This project will test the hypothesis that 5-hydroxytryptamine (5-HT, serotonin) and estrogen signaling interact to increase excitability of primary afferent neurons supplying the colon. Increased excitability is caused by changes in ion channel expression that result in visceral hypersensitivity in female rats. This hypothesis will be tested using male and female serotonin transporter (SERT) knockout (KO) rats, which we propose is a unique animal model of gender specific visceral hypersensitivity. The underlying pathophysiology of visceral pain is unclear and this is partly due to a lack of animal models where mechanistic and interventional studies can be conducted. However, published data indicate that alterations in 5-HT signaling may play a role in humans. In addition, visceral pain i more common in women than in men, suggesting that there are interactions between 5-HT and gender in the genesis of visceral pain. The overall hypothesis will be tested in 3 specific aims.

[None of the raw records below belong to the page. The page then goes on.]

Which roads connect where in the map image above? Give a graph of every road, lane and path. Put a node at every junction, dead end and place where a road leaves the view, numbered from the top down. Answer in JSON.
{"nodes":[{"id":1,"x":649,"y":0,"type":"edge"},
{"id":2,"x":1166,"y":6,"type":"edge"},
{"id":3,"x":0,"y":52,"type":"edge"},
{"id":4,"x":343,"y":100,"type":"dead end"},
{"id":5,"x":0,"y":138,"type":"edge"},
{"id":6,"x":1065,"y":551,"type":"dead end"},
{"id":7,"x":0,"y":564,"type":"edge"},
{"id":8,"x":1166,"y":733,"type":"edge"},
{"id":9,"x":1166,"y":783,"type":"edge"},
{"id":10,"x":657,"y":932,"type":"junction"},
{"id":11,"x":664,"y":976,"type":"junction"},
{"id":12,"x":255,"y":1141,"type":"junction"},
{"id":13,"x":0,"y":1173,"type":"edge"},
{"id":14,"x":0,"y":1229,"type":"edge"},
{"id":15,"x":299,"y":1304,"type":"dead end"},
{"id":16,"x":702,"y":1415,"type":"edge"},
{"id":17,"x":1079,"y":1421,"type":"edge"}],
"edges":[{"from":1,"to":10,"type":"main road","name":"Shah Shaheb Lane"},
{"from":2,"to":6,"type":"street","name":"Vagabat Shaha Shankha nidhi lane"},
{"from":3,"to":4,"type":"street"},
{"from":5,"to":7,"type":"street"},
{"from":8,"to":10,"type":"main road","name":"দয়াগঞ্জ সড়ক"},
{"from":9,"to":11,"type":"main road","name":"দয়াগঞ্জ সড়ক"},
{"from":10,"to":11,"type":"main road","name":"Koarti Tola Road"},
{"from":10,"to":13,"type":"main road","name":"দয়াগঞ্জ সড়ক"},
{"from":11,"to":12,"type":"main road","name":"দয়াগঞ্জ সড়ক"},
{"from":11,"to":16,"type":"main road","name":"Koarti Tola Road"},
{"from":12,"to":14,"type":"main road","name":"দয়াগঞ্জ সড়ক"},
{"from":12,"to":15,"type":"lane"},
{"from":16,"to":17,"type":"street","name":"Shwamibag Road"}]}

Specific aim 1 will test the hypothesis that there is increased extracellular availability of 5-HT n vitro in the colon of wild type (WT) and SERT KO rats and that 5-HT release from enterochromaffin (EC) cells is unaffected by the SERT KO. Amperometry will measure 5-HT near the mucosa in response to mechanical and chemical mucosal stimulation. Immunohistochemical (IHC) and Western blot techniques will be used to verify SERT deletion and to assess 5-HT-containing EC cells in the gut of WT and SERT KO rats. IHC localization of the dopamine and norepinephrine transporters and organic cation transporters will be assessed to determine if their expression increases in SERT KO rats.
Specific aim 2 will test the hypothesis that estrogen interacts with 5-HT to cause visceral hypersensitivity in female SERT KO rats. The visceromotor response to colorectal balloon distention will be used to measure visceral sensitivity in intact and ovariectomized female WT and SERT KO rats with and without estrogen replacement.

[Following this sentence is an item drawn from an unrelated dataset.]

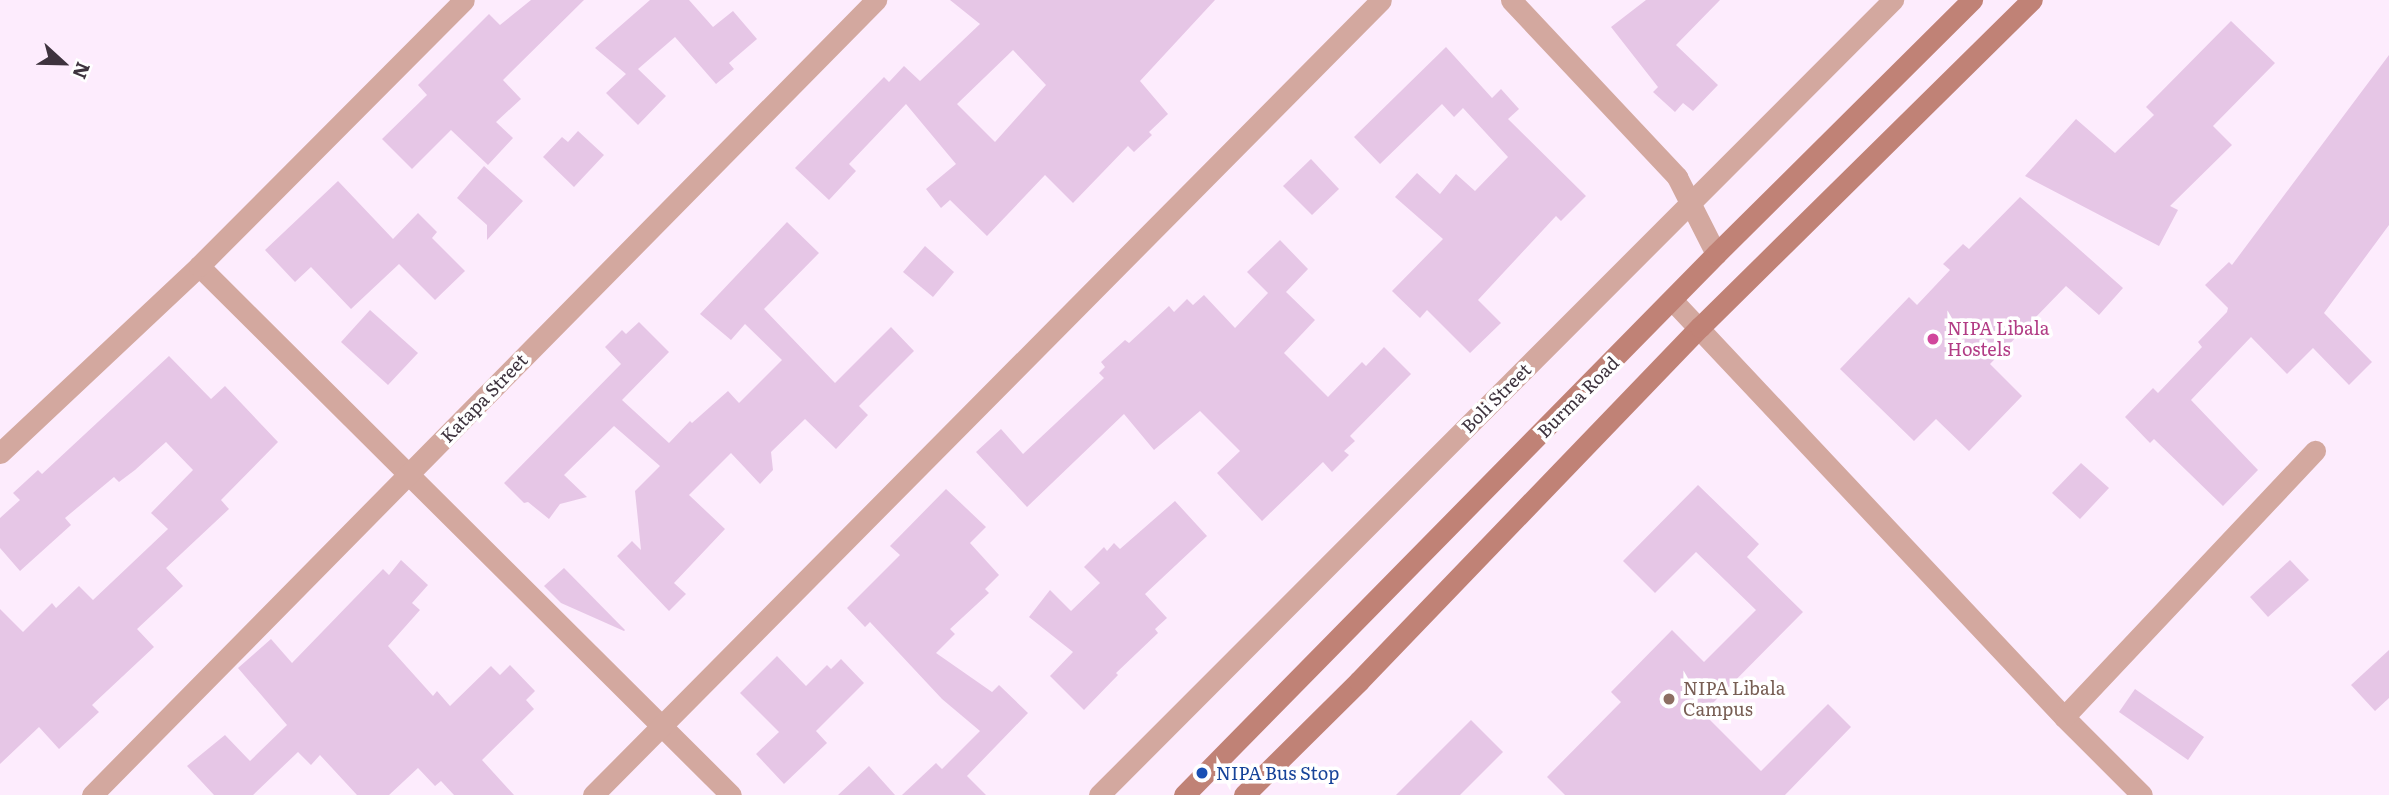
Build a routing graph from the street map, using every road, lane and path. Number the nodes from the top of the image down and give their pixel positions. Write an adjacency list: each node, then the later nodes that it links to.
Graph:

In Specific Aim 3, the functional properties of colon projecting sensory neurons maintained in short term primary culture will be studied. These studies will test the hypothesis that colon projecting sensory nerves from female but not male SERT KO rats exhibit increased excitability when studied using whole cell patch clamp methods in vitro. The increased excitability is proposed to be due to interactions between 5-HT and estrogen on sensory neurons that lead to upregulation of tetrodotoxin-resistant sodium channels. These studies will show that increased 5-HT availability in female SERT KO rats alters visceral sensitivity as occurs in female human irritable bowel syndrome patients. The data would indicate that the SERT KO rat is a model for studying changes in the sensory nerve supply of the gut that leads to visceral hypersensitivity.

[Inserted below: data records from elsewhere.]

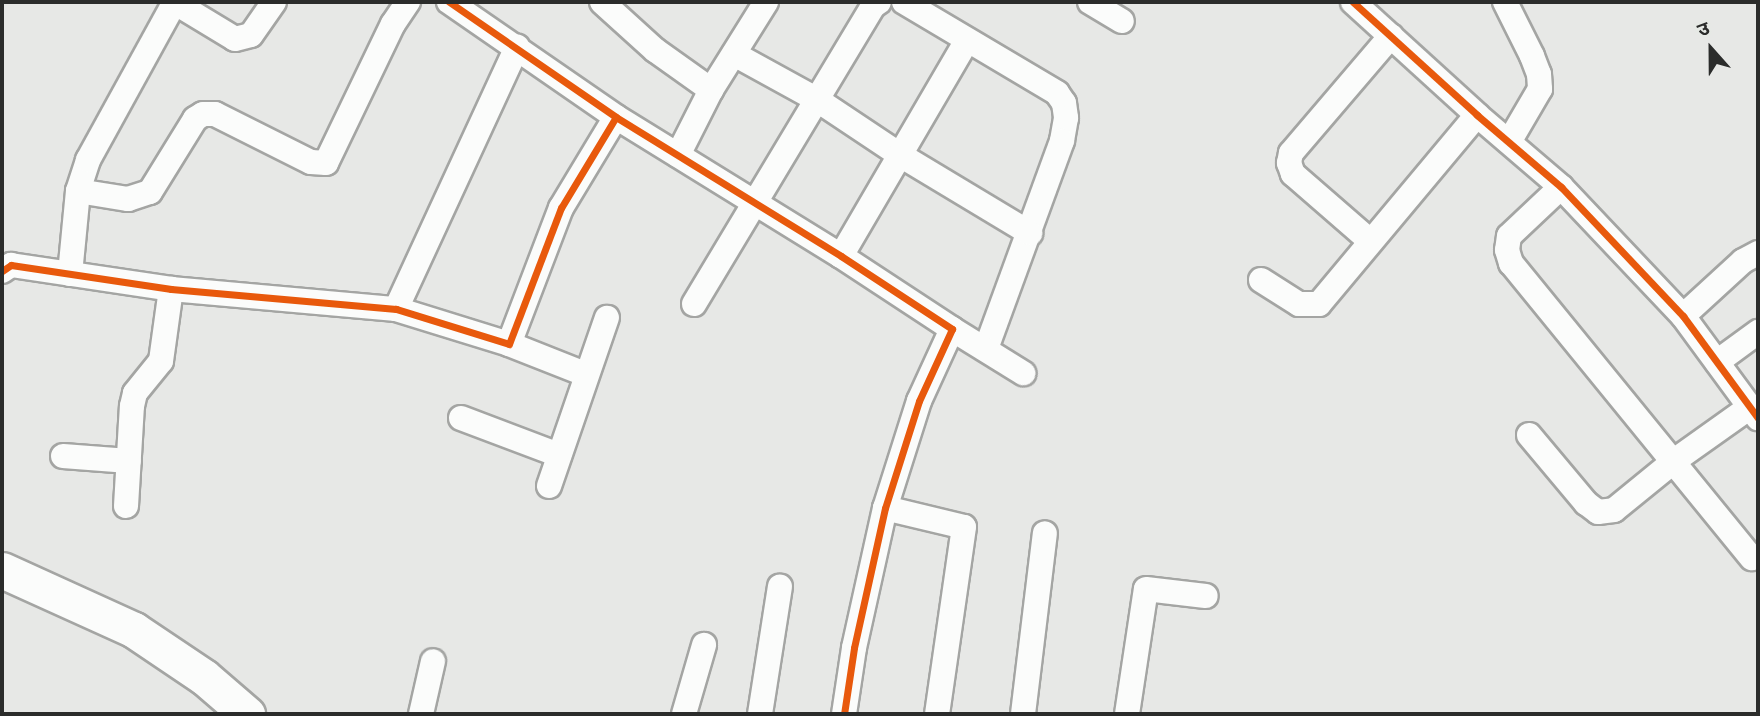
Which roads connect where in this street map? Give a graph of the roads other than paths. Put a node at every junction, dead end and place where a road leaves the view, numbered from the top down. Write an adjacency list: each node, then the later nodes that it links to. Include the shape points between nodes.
1 (174, 2): 2 (street, via 235,40 251,35); 25 (street, via 88,160)
2 (274, 2)
3 (408, 2): 25 (street, via 326,163 311,162 215,114 202,114 150,192 128,199)
4 (449, 2): 15 (street)
5 (602, 2): 17 (street, via 655,50)
6 (766, 2): 16 (street)
7 (879, 2): 18 (street)
8 (1090, 2): 12 (street)
9 (1353, 2): 13 (street)
10 (1505, 2): 21 (street, via 1532,56 1540,89)
11 (919, 6): 14 (street)
12 (1122, 21)
13 (1391, 36): 19 (street); 28 (street, via 1291,153 1289,163 1293,174)
14 (967, 40): 23 (street); 27 (street, via 1057,93 1064,103 1062,141)
15 (517, 47): 20 (street); 36 (street)
16 (734, 54): 17 (street); 18 (street)
17 (711, 90): 22 (street)
18 (816, 99): 23 (street); 26 (street)
19 (1477, 115): 21 (street); 28 (street)
20 (616, 117): 22 (street); 41 (street, via 561,208)
21 (1509, 142): 24 (street)
22 (678, 155): 26 (street)
23 (900, 155): 27 (street); 30 (street)
24 (1561, 187): 37 (street); 52 (street, via 1509,236 1511,263)
25 (78, 191): 32 (street)
26 (753, 202): 30 (street); 35 (street)
27 (1030, 233): 42 (street)
28 (1369, 240): 33 (street, via 1320,304 1299,304)
29 (1758, 253): 37 (street)
30 (841, 256): 39 (street)
31 (2, 271): 32 (street, via 11,265)
32 (70, 274): 34 (street)
33 (1261, 280)
34 (171, 289): 36 (street); 51 (street, via 161,362 135,393)
35 (694, 304)
36 (396, 309): 41 (street)
37 (1683, 316): 43 (street)
38 (607, 318): 45 (street)
39 (952, 329): 42 (street); 55 (street, via 919,401)
40 (1758, 332): 43 (street)
41 (509, 344): 45 (street)
42 (986, 349): 44 (street)
43 (1717, 362): 46 (street)
44 (1023, 373)
45 (585, 374): 49 (street)
46 (1754, 413): 52 (street)
47 (461, 418): 49 (street)
48 (1529, 435): 52 (street, via 1598,512 1614,510)
49 (559, 455): 53 (street)
50 (63, 456): 51 (street)
51 (129, 461): 54 (street)
52 (1674, 461): 57 (street)
53 (549, 486)
54 (127, 506)
55 (885, 508): 69 (street); 70 (street, via 964,527)
56 (1045, 533): 71 (street)
57 (1752, 558)
58 (2, 570): 65 (highway, via 134,630 204,677)
59 (780, 587): 68 (street)
60 (2, 594): 64 (highway, via 135,654)
61 (1206, 596): 72 (street, via 1146,589)
62 (704, 645): 67 (street)
63 (433, 661): 66 (street)
64 (217, 714)
65 (247, 714)
66 (421, 714)
67 (684, 714)
68 (760, 714)
69 (844, 714)
70 (937, 714)
71 (1023, 714)
72 (1127, 714)

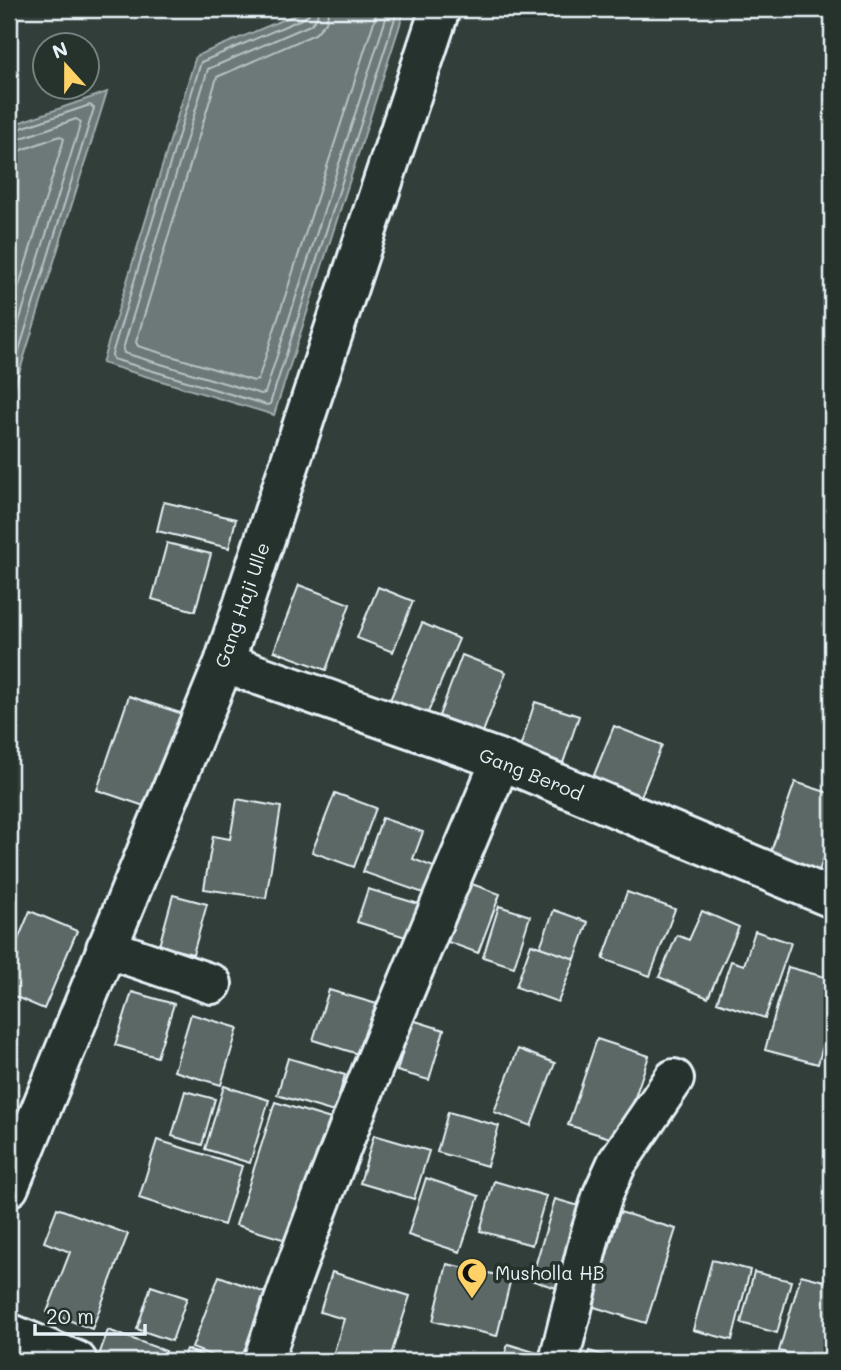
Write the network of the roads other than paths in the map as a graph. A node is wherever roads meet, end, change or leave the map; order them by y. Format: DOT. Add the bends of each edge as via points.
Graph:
graph roads {
  1 [pos="440,9"];
  2 [pos="224,663"];
  3 [pos="501,760"];
  4 [pos="832,898"];
  5 [pos="106,948"];
  6 [pos="212,984"];
  7 [pos="674,1079"];
  8 [pos="9,1187"];
  9 [pos="9,1333"];
  10 [pos="77,1361"];
  11 [pos="263,1361"];
  12 [pos="559,1361"];
  1 -- 2 [label="street, Gang Haji Ulle"];
  2 -- 3 [label="street, Gang Berod"];
  2 -- 5 [label="street, Gang Haji Ulle"];
  3 -- 4 [label="street, Gang Berod"];
  3 -- 11 [label="street" via="344,1141"];
  5 -- 6 [label="street"];
  5 -- 8 [label="street, Gang Haji Ulle"];
  7 -- 12 [label="street" via="617,1163 603,1194"];
  9 -- 10 [label="street"];
}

Gender-related visceral pain associated with gut motility disturbances affects up to 20% of the U.S. population. The proposed studies will attempt to establish an animal model of gender-related visceral pain that can be used to identify the pathophysiological mechanisms responsible for this common disorder. The animal model could also be used to develop new drug treatments for visceral pain.